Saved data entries
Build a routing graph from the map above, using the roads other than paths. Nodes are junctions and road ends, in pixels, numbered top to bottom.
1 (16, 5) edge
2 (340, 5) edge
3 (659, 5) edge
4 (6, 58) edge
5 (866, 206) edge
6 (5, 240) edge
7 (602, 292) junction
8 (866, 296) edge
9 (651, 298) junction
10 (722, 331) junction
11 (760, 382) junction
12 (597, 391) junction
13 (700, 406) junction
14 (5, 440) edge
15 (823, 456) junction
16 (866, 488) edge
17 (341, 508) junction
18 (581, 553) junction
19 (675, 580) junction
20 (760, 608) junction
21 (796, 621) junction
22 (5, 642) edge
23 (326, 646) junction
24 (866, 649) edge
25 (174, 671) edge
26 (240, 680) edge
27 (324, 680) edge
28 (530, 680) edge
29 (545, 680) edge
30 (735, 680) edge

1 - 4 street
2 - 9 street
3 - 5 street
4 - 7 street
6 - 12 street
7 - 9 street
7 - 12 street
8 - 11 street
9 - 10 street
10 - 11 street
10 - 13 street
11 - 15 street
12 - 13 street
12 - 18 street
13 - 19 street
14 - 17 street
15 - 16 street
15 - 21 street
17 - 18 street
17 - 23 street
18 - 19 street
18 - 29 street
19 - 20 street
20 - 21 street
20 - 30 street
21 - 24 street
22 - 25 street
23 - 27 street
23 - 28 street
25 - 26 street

Activity
Extract every record. Keep wording exact.

Result of this exercise
Build a routing graph from the map above, using the roads other than paths. Nodes are junctions and road ends, in pixels, numbered top to bottom.
1 (16, 5) edge
2 (340, 5) edge
3 (659, 5) edge
4 (6, 58) edge
5 (866, 206) edge
6 (5, 240) edge
7 (602, 292) junction
8 (866, 296) edge
9 (651, 298) junction
10 (722, 331) junction
11 (760, 382) junction
12 (597, 391) junction
13 (700, 406) junction
14 (5, 440) edge
15 (823, 456) junction
16 (866, 488) edge
17 (341, 508) junction
18 (581, 553) junction
19 (675, 580) junction
20 (760, 608) junction
21 (796, 621) junction
22 (5, 642) edge
23 (326, 646) junction
24 (866, 649) edge
25 (174, 671) edge
26 (240, 680) edge
27 (324, 680) edge
28 (530, 680) edge
29 (545, 680) edge
30 (735, 680) edge

1 - 4 street
2 - 9 street
3 - 5 street
4 - 7 street
6 - 12 street
7 - 9 street
7 - 12 street
8 - 11 street
9 - 10 street
10 - 11 street
10 - 13 street
11 - 15 street
12 - 13 street
12 - 18 street
13 - 19 street
14 - 17 street
15 - 16 street
15 - 21 street
17 - 18 street
17 - 23 street
18 - 19 street
18 - 29 street
19 - 20 street
20 - 21 street
20 - 30 street
21 - 24 street
22 - 25 street
23 - 27 street
23 - 28 street
25 - 26 street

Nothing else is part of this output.